| Fighting flares in southern philippines 60 killed Original Source Link: (May no longer be active) http://www.reuters.com/newsArticle.jhtml?type=topNews&storyID=7579433http://www.reuters.com/newsArticle.jhtml?type=topNews&storyID=7579433
Fighting Flares in Southern Philippines, 60 Killed Wed Feb 9, 2005 07:46 AM ET
By Manny Mogato MANILA (Reuters) - Philippine military planes bombed Muslim rebel positions on a remote southern island on Wednesday and troops attacked guerrilla bunkers in pitched fighting that has killed 60 people in three days, officials said.
Army howitzers started shelling rebel positions at dawn and 3,000 troops staged ground assaults on the island of Jolo, the bastion of the Abu Sayyaf militants.
Helicopters fired rockets and OV-10 planes dropped 500-pound bombs on rebel fortifications, said army spokesman Lieutenant-Colonel Buenaventura Pascual.
Abu Sayyaf, a small group linked to the al Qaeda network of Osama bin Laden, and renegades from the Moro National Liberation Front (MNLF) have strongholds in the mountains of Jolo, one of the largest in the string of islands that stretches across the Sulu Sea between the southern Philippines and Borneo.
The MNLF signed a peace deal with the government in 1996, but some disgruntled members joined Abu Sayyaf and were involved in several cross-border kidnappings in 2000.
"Since Monday, we have lost 20 soldiers, but we killed about 40 rebels in our punitive actions," Pascual told reporters.
More than 30 soldiers were wounded, he said.
Lieutenant-General Alberto Braganza, the most senior military commander in the southern Philippines, said another battalion of soldiers was dispatched to Jolo, arriving on Wednesday aboard a naval transport from the southern Zamboanga port city.
Two U.S. military advisers also arrived on a private plane, but were whisked away by Philippine soldiers to an army base.

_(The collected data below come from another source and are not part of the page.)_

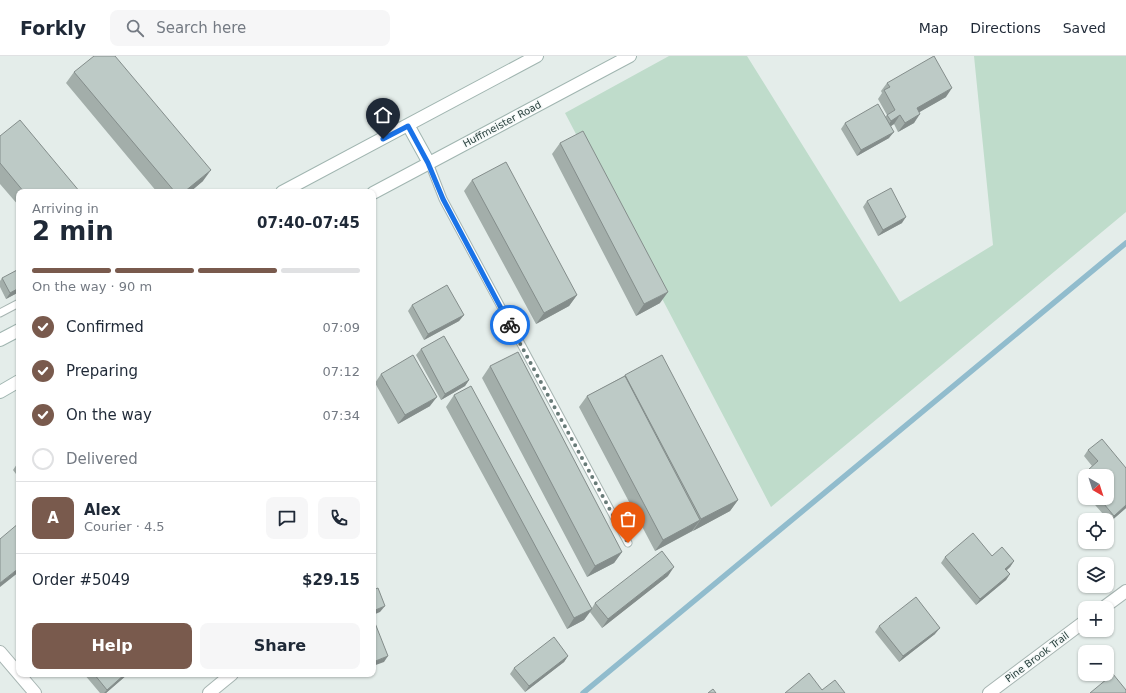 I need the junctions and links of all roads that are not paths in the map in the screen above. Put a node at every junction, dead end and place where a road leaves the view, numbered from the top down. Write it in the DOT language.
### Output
graph roads {
  1 [pos="537,56"];
  2 [pos="630,56"];
  3 [pos="408,126"];
  4 [pos="428,163"];
  5 [pos="288,189"];
  6 [pos="376,191"];
  7 [pos="16,305"];
  8 [pos="0,313"];
  9 [pos="16,332"];
  10 [pos="0,340"];
  11 [pos="16,384"];
  12 [pos="0,392"];
  13 [pos="628,543"];
  14 [pos="1126,591"];
  15 [pos="1112,601"];
  16 [pos="1078,626"];
  17 [pos="0,652"];
  18 [pos="16,671"];
  19 [pos="21,677"];
  20 [pos="228,677"];
  21 [pos="35,693"];
  22 [pos="209,693"];
  23 [pos="989,693"];
  1 -- 3 [label="main road"];
  2 -- 4 [label="main road, Huffmeister Road"];
  3 -- 4 [label="main road"];
  3 -- 5 [label="main road"];
  4 -- 6 [label="main road, Huffmeister Road"];
  4 -- 13 [label="lane"];
  7 -- 8 [label="lane"];
  9 -- 10 [label="main road"];
  11 -- 12 [label="main road"];
  14 -- 15 [label="main road"];
  16 -- 23 [label="main road, Pine Brook Trail"];
  17 -- 18 [label="main road"];
  19 -- 21 [label="main road"];
  20 -- 22 [label="main road"];
} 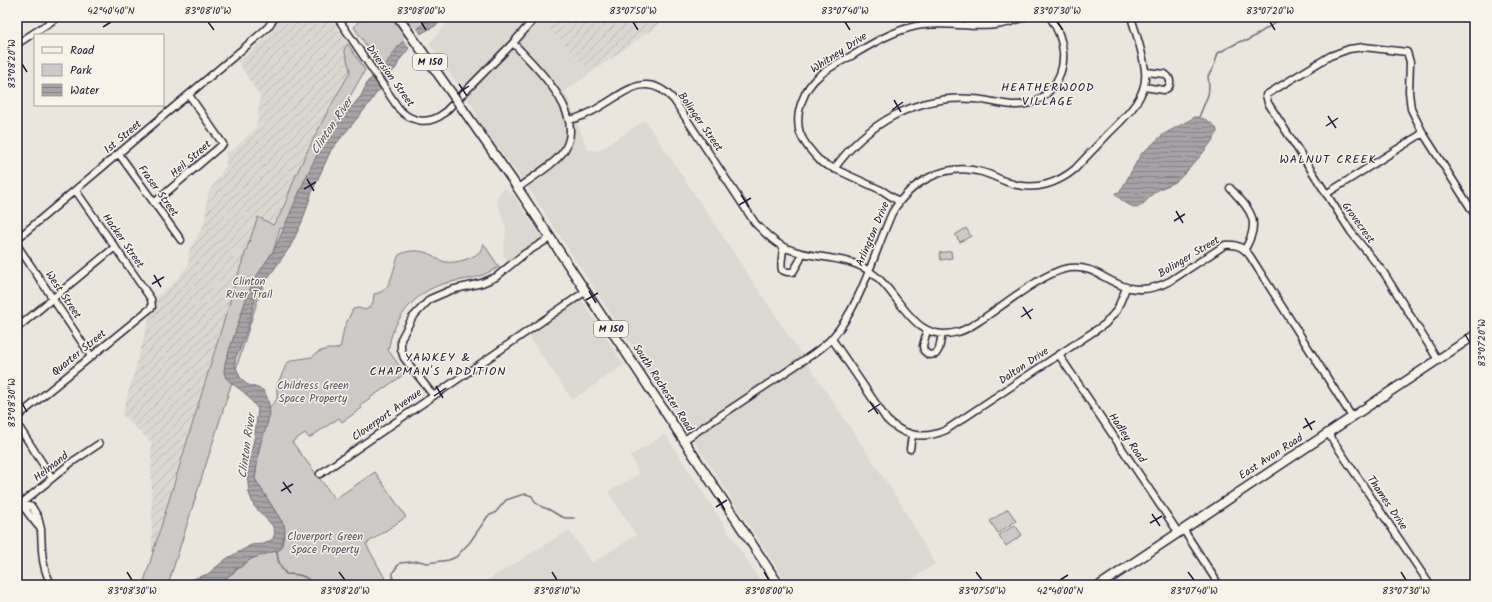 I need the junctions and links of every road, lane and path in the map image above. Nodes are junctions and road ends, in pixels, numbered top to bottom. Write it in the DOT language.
graph roads {
  1 [pos="58,17"];
  2 [pos="337,17"];
  3 [pos="398,17"];
  4 [pos="536,17"];
  5 [pos="1024,17"];
  6 [pos="1050,17"];
  7 [pos="1131,17"];
  8 [pos="273,18"];
  9 [pos="513,43"];
  10 [pos="17,44"];
  11 [pos="1146,72"];
  12 [pos="1144,87"];
  13 [pos="189,95"];
  14 [pos="569,120"];
  15 [pos="1424,133"];
  16 [pos="119,154"];
  17 [pos="834,169"];
  18 [pos="518,188"];
  19 [pos="1230,188"];
  20 [pos="76,191"];
  21 [pos="1326,194"];
  22 [pos="898,201"];
  23 [pos="154,203"];
  24 [pos="1475,215"];
  25 [pos="550,238"];
  26 [pos="17,239"];
  27 [pos="181,240"];
  28 [pos="17,245"];
  29 [pos="115,247"];
  30 [pos="783,247"];
  31 [pos="1246,249"];
  32 [pos="802,253"];
  33 [pos="868,270"];
  34 [pos="1126,288"];
  35 [pos="586,291"];
  36 [pos="53,298"];
  37 [pos="152,303"];
  38 [pos="17,328"];
  39 [pos="927,330"];
  40 [pos="942,334"];
  41 [pos="1475,335"];
  42 [pos="832,339"];
  43 [pos="1059,354"];
  44 [pos="92,356"];
  45 [pos="1438,360"];
  46 [pos="433,395"];
  47 [pos="17,417"];
  48 [pos="1352,417"];
  49 [pos="17,424"];
  50 [pos="1328,433"];
  51 [pos="912,435"];
  52 [pos="684,440"];
  53 [pos="99,444"];
  54 [pos="910,449"];
  55 [pos="320,474"];
  56 [pos="52,478"];
  57 [pos="19,505"];
  58 [pos="1181,530"];
  59 [pos="52,585"];
  60 [pos="780,585"];
  61 [pos="1100,585"];
  62 [pos="1219,585"];
  63 [pos="1430,585"];
  1 -- 10 [label="street"];
  2 -- 9 [label="street, Diversion Street"];
  3 -- 18 [label="main road, South Rochester Road / M 150, bridge"];
  4 -- 9 [label="street, Diversion Street"];
  5 -- 17 [label="street, Whitney Drive"];
  6 -- 17 [label="street"];
  7 -- 11 [label="street, Arlington Drive"];
  8 -- 13 [label="street, 1st Street"];
  9 -- 14 [label="street"];
  11 -- 12 [label="street, Arlington Drive"];
  11 -- 12 [label="street"];
  12 -- 22 [label="street, Arlington Drive"];
  13 -- 16 [label="street, 1st Street"];
  13 -- 23 [label="street, Heil Street"];
  14 -- 18 [label="street"];
  14 -- 30 [label="street, Bolinger Street"];
  15 -- 21 [label="street"];
  15 -- 21 [label="street, Grovecrest"];
  15 -- 24 [label="street"];
  16 -- 20 [label="street, 1st Street"];
  16 -- 23 [label="street, Fraser Street"];
  17 -- 22 [label="street, Whitney Drive"];
  18 -- 25 [label="main road, South Rochester Road / M 150"];
  19 -- 31 [label="street"];
  20 -- 26 [label="street, 1st Street"];
  20 -- 29 [label="street, Hacker Street"];
  21 -- 45 [label="street, Grovecrest"];
  22 -- 33 [label="street, Arlington Drive"];
  23 -- 27 [label="street, Fraser Street"];
  25 -- 35 [label="main road, South Rochester Road / M 150"];
  25 -- 46 [label="street"];
  28 -- 36 [label="street, West Street"];
  29 -- 36 [label="street"];
  29 -- 37 [label="street, Hacker Street"];
  30 -- 32 [label="street, Bolinger Street"];
  30 -- 32 [label="street"];
  31 -- 34 [label="street, Bolinger Street"];
  31 -- 48 [label="street"];
  32 -- 33 [label="street, Bolinger Street"];
  33 -- 39 [label="street, Bolinger Street"];
  33 -- 42 [label="street, Arlington Drive"];
  34 -- 40 [label="street, Bolinger Street"];
  34 -- 43 [label="street, Dalton Drive"];
  35 -- 46 [label="street, Cloverport Avenue"];
  35 -- 52 [label="main road, South Rochester Road / M 150"];
  36 -- 38 [label="street"];
  36 -- 44 [label="street, West Street"];
  37 -- 44 [label="street, Quarter Street"];
  39 -- 40 [label="street, Bolinger Street"];
  39 -- 40 [label="street"];
  41 -- 45 [label="main road, East Avon Road"];
  42 -- 51 [label="street, Dalton Drive"];
  42 -- 52 [label="street, Arlington Drive"];
  43 -- 51 [label="street, Dalton Drive"];
  43 -- 58 [label="street, Hadley Road"];
  44 -- 47 [label="street, Quarter Street"];
  45 -- 48 [label="main road, East Avon Road"];
  46 -- 55 [label="street, Cloverport Avenue"];
  48 -- 50 [label="main road, East Avon Road"];
  49 -- 56 [label="street"];
  50 -- 58 [label="main road, East Avon Road"];
  50 -- 63 [label="street, Thames Drive"];
  51 -- 54 [label="street"];
  52 -- 60 [label="main road, South Rochester Road / M 150"];
  53 -- 56 [label="street, Helmand"];
  56 -- 57 [label="street, Helmand"];
  57 -- 59 [label="street"];
  58 -- 61 [label="main road, East Avon Road"];
  58 -- 62 [label="street, Hadley Road"];
} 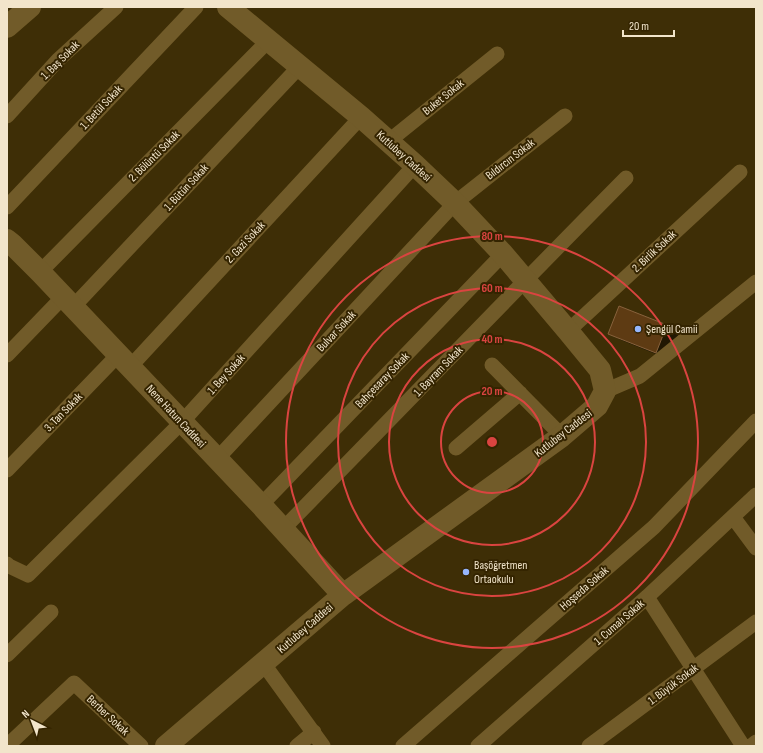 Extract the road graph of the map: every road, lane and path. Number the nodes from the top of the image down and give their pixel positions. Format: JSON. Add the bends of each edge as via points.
{"nodes":[{"id":1,"x":30,"y":7,"type":"edge"},
{"id":2,"x":116,"y":7,"type":"edge"},
{"id":3,"x":196,"y":7,"type":"edge"},
{"id":4,"x":228,"y":7,"type":"edge"},
{"id":5,"x":7,"y":27,"type":"edge"},
{"id":6,"x":268,"y":41,"type":"junction"},
{"id":7,"x":497,"y":54,"type":"dead end"},
{"id":8,"x":300,"y":66,"type":"junction"},
{"id":9,"x":7,"y":116,"type":"edge"},
{"id":10,"x":565,"y":116,"type":"dead end"},
{"id":11,"x":361,"y":117,"type":"junction"},
{"id":12,"x":389,"y":141,"type":"junction"},
{"id":13,"x":415,"y":165,"type":"junction"},
{"id":14,"x":740,"y":172,"type":"dead end"},
{"id":15,"x":626,"y":178,"type":"dead end"},
{"id":16,"x":455,"y":202,"type":"junction"},
{"id":17,"x":7,"y":207,"type":"edge"},
{"id":18,"x":9,"y":244,"type":"edge"},
{"id":19,"x":503,"y":254,"type":"junction"},
{"id":20,"x":40,"y":272,"type":"junction"},
{"id":21,"x":525,"y":280,"type":"junction"},
{"id":22,"x":756,"y":282,"type":"edge"},
{"id":23,"x":68,"y":302,"type":"junction"},
{"id":24,"x":568,"y":330,"type":"junction"},
{"id":25,"x":7,"y":355,"type":"edge"},
{"id":26,"x":124,"y":361,"type":"junction"},
{"id":27,"x":492,"y":365,"type":"dead end"},
{"id":28,"x":604,"y":391,"type":"junction"},
{"id":29,"x":520,"y":393,"type":"junction"},
{"id":30,"x":756,"y":421,"type":"edge"},
{"id":31,"x":182,"y":422,"type":"junction"},
{"id":32,"x":562,"y":436,"type":"junction"},
{"id":33,"x":456,"y":448,"type":"dead end"},
{"id":34,"x":216,"y":459,"type":"junction"},
{"id":35,"x":7,"y":470,"type":"edge"},
{"id":36,"x":756,"y":495,"type":"edge"},
{"id":37,"x":261,"y":505,"type":"junction"},
{"id":38,"x":733,"y":517,"type":"junction"},
{"id":39,"x":284,"y":529,"type":"junction"},
{"id":40,"x":756,"y":548,"type":"edge"},
{"id":41,"x":8,"y":566,"type":"edge"},
{"id":42,"x":343,"y":595,"type":"junction"},
{"id":43,"x":647,"y":597,"type":"junction"},
{"id":44,"x":51,"y":612,"type":"dead end"},
{"id":45,"x":756,"y":622,"type":"edge"},
{"id":46,"x":7,"y":655,"type":"edge"},
{"id":47,"x":263,"y":663,"type":"junction"},
{"id":48,"x":693,"y":669,"type":"junction"},
{"id":49,"x":314,"y":732,"type":"junction"},
{"id":50,"x":756,"y":742,"type":"edge"},
{"id":51,"x":7,"y":746,"type":"edge"},
{"id":52,"x":141,"y":746,"type":"edge"},
{"id":53,"x":166,"y":746,"type":"edge"},
{"id":54,"x":297,"y":746,"type":"edge"},
{"id":55,"x":323,"y":746,"type":"edge"},
{"id":56,"x":403,"y":746,"type":"edge"},
{"id":57,"x":478,"y":746,"type":"edge"},
{"id":58,"x":589,"y":746,"type":"edge"},
{"id":59,"x":743,"y":746,"type":"edge"},
{"id":60,"x":751,"y":746,"type":"edge"}],
"edges":[{"from":1,"to":5,"type":"main road"},
{"from":2,"to":9,"type":"street","name":"1. Baş Sokak","via":[[58,60]]},
{"from":3,"to":17,"type":"street","name":"1. Betül Sokak"},
{"from":4,"to":6,"type":"main road","name":"Kutlubey Caddesi"},
{"from":6,"to":8,"type":"main road","name":"Kutlubey Caddesi"},
{"from":6,"to":20,"type":"street","name":"2. Bölüntü Sokak"},
{"from":7,"to":12,"type":"street","name":"Buket Sokak"},
{"from":8,"to":11,"type":"main road","name":"Kutlubey Caddesi"},
{"from":8,"to":23,"type":"street","name":"1. Bütün Sokak"},
{"from":10,"to":16,"type":"street","name":"Bıldırcın Sokak"},
{"from":11,"to":12,"type":"main road","name":"Kutlubey Caddesi"},
{"from":11,"to":26,"type":"street","name":"2. Gazi Sokak"},
{"from":12,"to":13,"type":"main road","name":"Kutlubey Caddesi"},
{"from":13,"to":16,"type":"main road","name":"Kutlubey Caddesi"},
{"from":13,"to":31,"type":"street","name":"1. Bey Sokak"},
{"from":14,"to":24,"type":"street","name":"2. Birlik Sokak"},
{"from":15,"to":21,"type":"street","name":"1. Bayram Sokak"},
{"from":16,"to":19,"type":"main road","name":"Kutlubey Caddesi"},
{"from":16,"to":34,"type":"street","name":"Bulvar Sokak"},
{"from":18,"to":20,"type":"main road","name":"Nene Hatun Caddesi"},
{"from":19,"to":21,"type":"main road","name":"Kutlubey Caddesi"},
{"from":19,"to":37,"type":"street","name":"Bahçesaray Sokak"},
{"from":20,"to":23,"type":"main road","name":"Nene Hatun Caddesi"},
{"from":21,"to":24,"type":"main road","name":"Kutlubey Caddesi"},
{"from":21,"to":39,"type":"street","name":"1. Bayram Sokak"},
{"from":22,"to":28,"type":"street","via":[[640,376]]},
{"from":23,"to":25,"type":"street","name":"1. Bütün Sokak"},
{"from":23,"to":26,"type":"main road","name":"Nene Hatun Caddesi"},
{"from":24,"to":28,"type":"main road","name":"Kutlubey Caddesi","via":[[600,370]]},
{"from":26,"to":31,"type":"main road","name":"Nene Hatun Caddesi"},
{"from":26,"to":35,"type":"street","name":"3. Tan Sokak"},
{"from":27,"to":29,"type":"street"},
{"from":28,"to":32,"type":"main road","name":"Kutlubey Caddesi","via":[[597,406]]},
{"from":29,"to":32,"type":"street"},
{"from":29,"to":33,"type":"street"},
{"from":30,"to":56,"type":"street","name":"Hoşseda Sokak","via":[[654,527]]},
{"from":31,"to":34,"type":"main road","name":"Nene Hatun Caddesi"},
{"from":31,"to":41,"type":"street","name":"1. Bey Sokak","via":[[28,575]]},
{"from":32,"to":42,"type":"main road","name":"Kutlubey Caddesi"},
{"from":34,"to":37,"type":"main road","name":"Nene Hatun Caddesi"},
{"from":36,"to":38,"type":"street","name":"1. Cumalı Sokak"},
{"from":37,"to":39,"type":"main road","name":"Nene Hatun Caddesi"},
{"from":38,"to":40,"type":"street"},
{"from":38,"to":43,"type":"street","name":"1. Cumalı Sokak"},
{"from":39,"to":42,"type":"main road","name":"Nene Hatun Caddesi"},
{"from":42,"to":47,"type":"main road","name":"Kutlubey Caddesi"},
{"from":43,"to":48,"type":"street"},
{"from":43,"to":57,"type":"street","name":"1. Cumalı Sokak"},
{"from":44,"to":46,"type":"street"},
{"from":45,"to":48,"type":"street","name":"1. Büyük Sokak"},
{"from":47,"to":49,"type":"street"},
{"from":47,"to":53,"type":"main road","name":"Kutlubey Caddesi"},
{"from":48,"to":58,"type":"street","name":"1. Büyük Sokak"},
{"from":48,"to":59,"type":"street"},
{"from":49,"to":54,"type":"street"},
{"from":49,"to":55,"type":"street"},
{"from":50,"to":60,"type":"street"},
{"from":51,"to":52,"type":"street","name":"Berber Sokak","via":[[74,683]]}]}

Braganza said the U.S. military personnel were not directly involved in any combat operations, but were merely invited to observe, advise and provide technical assistance to enhance the local military's air-and-ground operations.
Sulu provincial governor Benjamin Loong appealed on Wednesday to both soldiers and rebels to stop fighting, saying many civilians were feared to be among the casualties.
"We want to investigate how this whole incident started," he told reporters after meeting senior military commanders at an army base near the island's main airport.
"I was told there were many civilian casualties in the mountain villages. Please spare them."
MILF NOT INVOLVED
The violence erupted on Monday when hundreds of rebels ambushed a convoy of soldiers in Patikul town. They also staged attacks in three other areas of Jolo.
The Moro Islamic Liberation Front (MILF), which is due to restart peace talks with the government in March after breaking away from the MNLF in 1978, said its members were not involved in the clashes on Jolo.
"We remain committed to a peaceful solution," said Eid Kabalu, a spokesman for the MILF, the largest Muslim rebel group in this mainly Roman Catholic country.
The clashes on Jolo are unlikely to affect talks between the government and the larger MILF set for next month in Kuala Lumpur, although security analysts see the potential for some MILF members to break away as a peace deal draws nearer.
"The MILF has nothing to do with this," said Major- General Edilberto Adan, the military's deputy chief of staff. "At this point, we do not think the peace talks will be affected since this is confined to Sulu."
Kabalu said the MILF, mainly based on the mainland of Mindanao, had a minimal presence on Jolo. He said the MILF was ignoring calls from other rebel groups to abandon the peace talks and continue fighting for a Muslim state in the southern Philippines.
"We respect their position," Kabalu said by phone. "We have our own strategy to deal with government."
On Tuesday, Abu Solaiman, an Abu Sayyaf leader, called on the MILF to drop the peace talks being brokered by Malaysia.
"To our brothers in the MILF, don't waive our nation's honor, dignity and right," Solaiman said in a radio interview. "No amount of development can pay for our homeland's illegal and immoral occupation or annexation."
Abu Sayyaf, estimated to have about 500 fighters, was best known for kidnapping foreigners and Filipinos for ransom until it killed at least 100 people with a bomb on a passenger ferry at the mouth of Manila Bay in February 2004.